▸ Problem to work on: Tally the lines in the entries below where the string "highway" occurs. Reply with the total alone.

▶

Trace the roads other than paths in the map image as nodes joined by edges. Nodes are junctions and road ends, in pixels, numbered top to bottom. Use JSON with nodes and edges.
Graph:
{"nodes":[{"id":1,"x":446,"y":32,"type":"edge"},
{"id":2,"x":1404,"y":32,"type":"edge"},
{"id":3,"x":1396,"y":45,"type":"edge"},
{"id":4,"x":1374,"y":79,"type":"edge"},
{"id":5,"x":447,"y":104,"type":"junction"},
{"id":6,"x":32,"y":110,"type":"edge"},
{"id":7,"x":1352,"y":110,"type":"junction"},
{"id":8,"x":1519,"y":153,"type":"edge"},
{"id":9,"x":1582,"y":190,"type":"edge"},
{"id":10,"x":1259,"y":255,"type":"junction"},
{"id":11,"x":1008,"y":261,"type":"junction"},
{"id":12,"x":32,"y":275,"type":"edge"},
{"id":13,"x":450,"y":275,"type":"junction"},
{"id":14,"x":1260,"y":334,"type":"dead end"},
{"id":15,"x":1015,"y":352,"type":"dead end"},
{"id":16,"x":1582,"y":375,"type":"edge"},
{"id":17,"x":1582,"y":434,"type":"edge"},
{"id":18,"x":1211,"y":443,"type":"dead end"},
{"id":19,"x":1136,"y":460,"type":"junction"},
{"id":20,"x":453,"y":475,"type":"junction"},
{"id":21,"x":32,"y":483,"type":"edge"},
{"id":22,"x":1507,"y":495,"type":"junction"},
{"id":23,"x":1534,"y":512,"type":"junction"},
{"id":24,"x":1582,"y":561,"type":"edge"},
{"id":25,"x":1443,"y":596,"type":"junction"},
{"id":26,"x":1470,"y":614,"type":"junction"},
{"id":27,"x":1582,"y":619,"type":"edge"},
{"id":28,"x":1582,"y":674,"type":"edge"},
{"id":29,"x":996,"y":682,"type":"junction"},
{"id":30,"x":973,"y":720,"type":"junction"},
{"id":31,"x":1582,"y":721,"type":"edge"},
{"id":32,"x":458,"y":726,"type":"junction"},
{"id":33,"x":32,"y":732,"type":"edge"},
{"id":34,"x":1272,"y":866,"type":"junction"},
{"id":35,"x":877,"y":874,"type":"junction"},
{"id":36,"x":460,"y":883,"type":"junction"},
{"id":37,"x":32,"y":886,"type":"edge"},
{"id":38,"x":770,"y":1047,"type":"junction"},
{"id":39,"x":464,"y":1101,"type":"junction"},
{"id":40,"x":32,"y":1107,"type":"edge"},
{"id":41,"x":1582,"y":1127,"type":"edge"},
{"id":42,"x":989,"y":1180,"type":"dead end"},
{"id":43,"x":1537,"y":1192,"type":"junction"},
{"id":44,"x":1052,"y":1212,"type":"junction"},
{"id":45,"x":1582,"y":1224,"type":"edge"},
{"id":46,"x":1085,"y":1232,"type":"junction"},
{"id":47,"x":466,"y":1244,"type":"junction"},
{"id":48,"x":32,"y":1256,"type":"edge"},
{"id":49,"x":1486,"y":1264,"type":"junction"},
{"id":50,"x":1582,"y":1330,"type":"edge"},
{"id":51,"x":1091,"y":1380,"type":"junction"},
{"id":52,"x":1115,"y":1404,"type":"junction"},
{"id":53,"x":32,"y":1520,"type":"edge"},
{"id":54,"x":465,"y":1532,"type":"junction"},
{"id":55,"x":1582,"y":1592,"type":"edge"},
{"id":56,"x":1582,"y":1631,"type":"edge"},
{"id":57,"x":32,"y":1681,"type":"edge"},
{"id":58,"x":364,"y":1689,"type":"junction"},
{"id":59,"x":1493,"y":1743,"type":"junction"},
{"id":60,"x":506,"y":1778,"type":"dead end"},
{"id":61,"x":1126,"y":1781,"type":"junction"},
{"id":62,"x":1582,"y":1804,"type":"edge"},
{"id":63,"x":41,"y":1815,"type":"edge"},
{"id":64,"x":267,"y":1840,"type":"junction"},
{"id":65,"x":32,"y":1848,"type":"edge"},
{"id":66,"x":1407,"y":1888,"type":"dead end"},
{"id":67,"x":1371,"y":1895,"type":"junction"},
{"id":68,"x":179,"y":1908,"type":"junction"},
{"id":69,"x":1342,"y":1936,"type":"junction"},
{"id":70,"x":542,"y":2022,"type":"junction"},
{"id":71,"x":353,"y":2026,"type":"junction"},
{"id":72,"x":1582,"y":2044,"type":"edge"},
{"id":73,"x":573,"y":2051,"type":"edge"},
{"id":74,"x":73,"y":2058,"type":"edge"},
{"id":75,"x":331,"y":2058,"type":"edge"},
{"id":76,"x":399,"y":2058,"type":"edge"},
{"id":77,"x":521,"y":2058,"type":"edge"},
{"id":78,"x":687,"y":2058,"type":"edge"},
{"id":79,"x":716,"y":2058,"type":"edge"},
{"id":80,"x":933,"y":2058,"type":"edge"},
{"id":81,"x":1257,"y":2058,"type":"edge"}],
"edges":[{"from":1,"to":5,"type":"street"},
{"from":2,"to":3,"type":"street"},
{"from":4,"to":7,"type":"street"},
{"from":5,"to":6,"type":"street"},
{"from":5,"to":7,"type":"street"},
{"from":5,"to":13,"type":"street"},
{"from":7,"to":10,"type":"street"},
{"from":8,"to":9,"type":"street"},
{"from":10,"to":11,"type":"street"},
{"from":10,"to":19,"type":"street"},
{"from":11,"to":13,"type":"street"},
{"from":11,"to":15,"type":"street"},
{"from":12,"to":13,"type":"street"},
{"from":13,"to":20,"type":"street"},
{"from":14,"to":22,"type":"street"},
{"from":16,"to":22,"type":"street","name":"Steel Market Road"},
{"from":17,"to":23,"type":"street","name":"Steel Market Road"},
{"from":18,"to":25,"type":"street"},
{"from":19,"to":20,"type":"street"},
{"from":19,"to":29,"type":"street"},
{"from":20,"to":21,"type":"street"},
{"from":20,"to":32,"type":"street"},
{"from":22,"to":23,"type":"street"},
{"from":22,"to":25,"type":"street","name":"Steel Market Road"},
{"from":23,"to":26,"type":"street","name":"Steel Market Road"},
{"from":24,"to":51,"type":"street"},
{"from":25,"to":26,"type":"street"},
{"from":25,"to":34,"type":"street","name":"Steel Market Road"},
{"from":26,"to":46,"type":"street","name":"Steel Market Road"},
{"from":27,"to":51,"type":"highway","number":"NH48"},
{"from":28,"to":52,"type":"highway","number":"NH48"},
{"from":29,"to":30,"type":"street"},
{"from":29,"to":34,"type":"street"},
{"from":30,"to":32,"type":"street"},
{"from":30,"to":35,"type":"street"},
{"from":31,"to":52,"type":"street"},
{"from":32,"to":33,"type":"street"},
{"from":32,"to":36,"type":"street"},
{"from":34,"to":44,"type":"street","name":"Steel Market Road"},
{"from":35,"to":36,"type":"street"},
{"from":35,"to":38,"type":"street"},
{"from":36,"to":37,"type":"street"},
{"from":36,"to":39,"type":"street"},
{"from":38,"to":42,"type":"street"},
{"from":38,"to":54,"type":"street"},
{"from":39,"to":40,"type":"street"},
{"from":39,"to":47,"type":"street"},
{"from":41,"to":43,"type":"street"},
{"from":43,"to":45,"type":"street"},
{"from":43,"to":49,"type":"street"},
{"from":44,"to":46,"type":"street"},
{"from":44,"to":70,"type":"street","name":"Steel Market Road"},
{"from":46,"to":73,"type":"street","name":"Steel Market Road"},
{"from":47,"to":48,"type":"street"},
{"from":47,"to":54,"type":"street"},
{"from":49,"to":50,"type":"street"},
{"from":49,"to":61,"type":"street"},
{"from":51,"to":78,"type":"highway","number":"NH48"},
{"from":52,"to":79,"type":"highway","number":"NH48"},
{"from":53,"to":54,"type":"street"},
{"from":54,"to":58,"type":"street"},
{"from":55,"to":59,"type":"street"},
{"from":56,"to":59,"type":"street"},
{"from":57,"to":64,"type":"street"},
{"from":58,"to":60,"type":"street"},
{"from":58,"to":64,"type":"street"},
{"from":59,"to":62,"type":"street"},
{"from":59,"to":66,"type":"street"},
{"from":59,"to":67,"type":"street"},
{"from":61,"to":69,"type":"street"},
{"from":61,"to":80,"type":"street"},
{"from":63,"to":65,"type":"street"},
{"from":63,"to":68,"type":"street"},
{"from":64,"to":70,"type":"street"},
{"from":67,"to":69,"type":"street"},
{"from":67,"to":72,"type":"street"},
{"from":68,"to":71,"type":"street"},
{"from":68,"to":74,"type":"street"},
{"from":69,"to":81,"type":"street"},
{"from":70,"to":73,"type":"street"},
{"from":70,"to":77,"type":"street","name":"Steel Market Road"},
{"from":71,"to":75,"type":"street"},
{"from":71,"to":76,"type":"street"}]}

◀

▸ Response box: 4